The first thing I thought, was that I should just ask to borrow some money from Matthew and forget about the whole thing. I was terrified at the thought of confronting the director, who trusted us enough to let us stay in his house, who treated us like family. But after a while, I decided he would want to know that it had happened, and I would still pay for my stay there, without question.
Esther and I went to talk to him. She explained the situation, and he very calmly expressed regret and surprise at what had happened. I felt like a jerk for even bringing it up. They started talking about what could be done and I ran upstairs to get my things together. When I saw my wallet again, I thought, you know I should really make absolutely sure. I opened it up and quickly discovered those three twenty dollar bills crumpled into a little side pocket. I was mortified. I actually considered not mentioning it - saving myself the embarrassment. In hindsight it isn't quite as serious, but at the time it felt like I had just informed someone that their house had burned to the ground, and now I had to go say "just kidding!" So I bit the bullet and ran out and apologized a million times and still felt like a mean, distrustful person.

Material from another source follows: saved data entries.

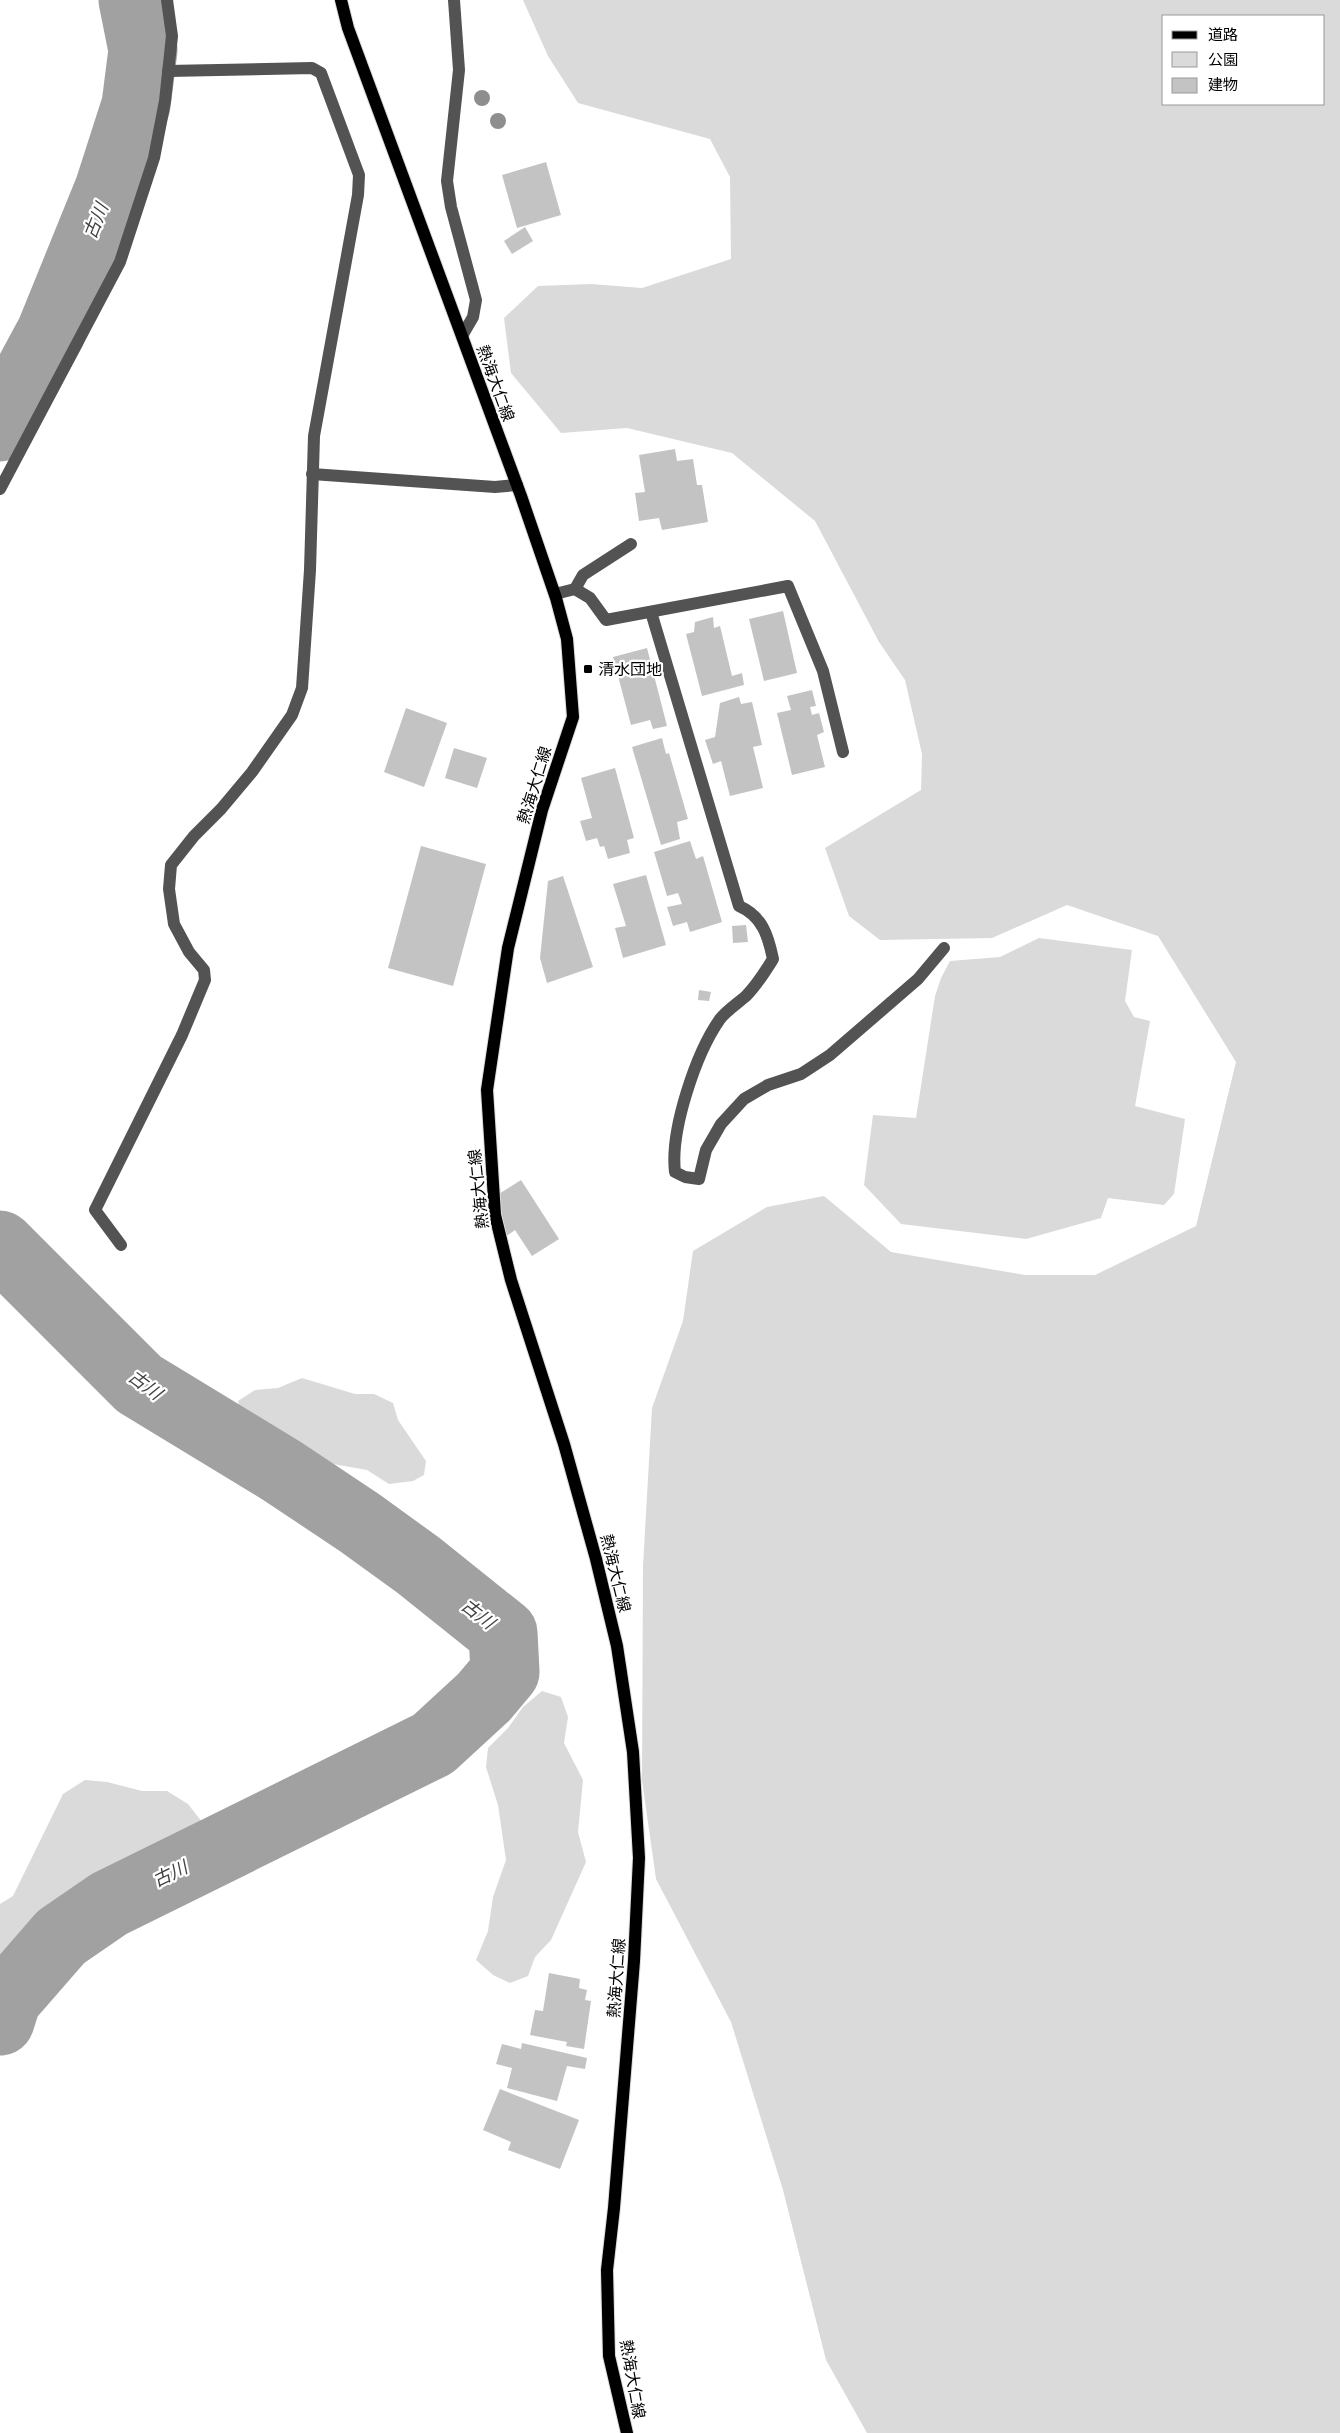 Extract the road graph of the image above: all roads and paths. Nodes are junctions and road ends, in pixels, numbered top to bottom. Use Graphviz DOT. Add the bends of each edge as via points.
graph roads {
  1 [pos="167,0"];
  2 [pos="341,0"];
  3 [pos="454,0"];
  4 [pos="168,71"];
  5 [pos="462,336"];
  6 [pos="312,474"];
  7 [pos="517,485"];
  8 [pos="0,489"];
  9 [pos="630,544"];
  10 [pos="575,589"];
  11 [pos="555,594"];
  12 [pos="651,612"];
  13 [pos="843,752"];
  14 [pos="944,948"];
  15 [pos="122,1245"];
  16 [pos="627,2433"];
  1 -- 4 [label="street" via="172,36"];
  2 -- 5 [label="main road, 熱海大仁線" via="348,28"];
  3 -- 5 [label="street" via="459,70 447,181 476,300 474,317"];
  4 -- 6 [label="street" via="312,68 321,73 359,176 314,436"];
  4 -- 8 [label="street" via="154,158 120,262"];
  5 -- 7 [label="main road, 熱海大仁線"];
  6 -- 7 [label="street" via="496,487"];
  6 -- 15 [label="street" via="302,688 292,715 252,772 171,865 169,890 174,924 189,952 204,970 204,980 182,1035 95,1210"];
  7 -- 11 [label="main road, 熱海大仁線"];
  9 -- 10 [label="street" via="583,575"];
  10 -- 11 [label="street"];
  10 -- 12 [label="street" via="590,598 606,620"];
  11 -- 16 [label="main road, 熱海大仁線" via="567,639 573,717 542,810 508,948 487,1100 495,1215 511,1280 564,1444 596,1559 617,1646 633,1752 639,1858 607,2270 609,2356"];
  12 -- 13 [label="street" via="788,586 823,671"];
  12 -- 14 [label="street" via="739,906 762,922 773,959 748,994 721,1018 695,1064 673,1158 675,1172 699,1179 706,1150 721,1124 744,1099 768,1085 800,1074 830,1055 918,979"];
}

Eventually we took a walk to the local waterfall. We stopped at the stream and took off our boots and waded upstream until it was deep enough to plunge into the cold spring water. It was, like everything else in Seguin, somehow perfect. Eventually I forgot about the ugly business with the money. I was feeling good. Then I walked back to where we had left our stuff. In the place where I had left my socks sitting on top of my hiking boots, I found only socks. Just as with the equally horrible revelations of that morning (I've been robbed; I haven't been robbed, but I said I was), it was a moment that made me stop as my mind churned through the awful implications. But it was also so perfectly fitting, that it was hard not to laugh at the whole thing. Still, I thought, the car is on the other side of a four-hour hike on a rocky, steep path. I can't just stop by the nearest Payless Shoe Source. Plus I'm taller than pretty much everyone I meet here; what are the chances that I'll find something to wear?
I walked barefoot back to the lodge, which was probably about a mile. Fortunately the trail was mostly surrounded by a soft bed of pine needles. But when I got there, I had to go to the director, humble as I've ever been, and tell him that my boots were stolen; yes, I looked really hard and am sure about it this time; and can you please help me?
That was the end of the awful part of the day. By a great stroke of luck, the guy that cooked our meals for us had boots that fit me perfectly, and he said I could use them for the hike down. Undeserved grace.
The return trip was as pleasant as could be, and Sunday night we were back in Port-au-Prince eating at the fancy pizza and gelato joint. Even with a big plate of tabouli in front of me, I was already missing the mountain.
Wow it's late now. I've got some pretty cool photos from a tree distribution I participated in yesterday. I hope to get them up soon. Until then.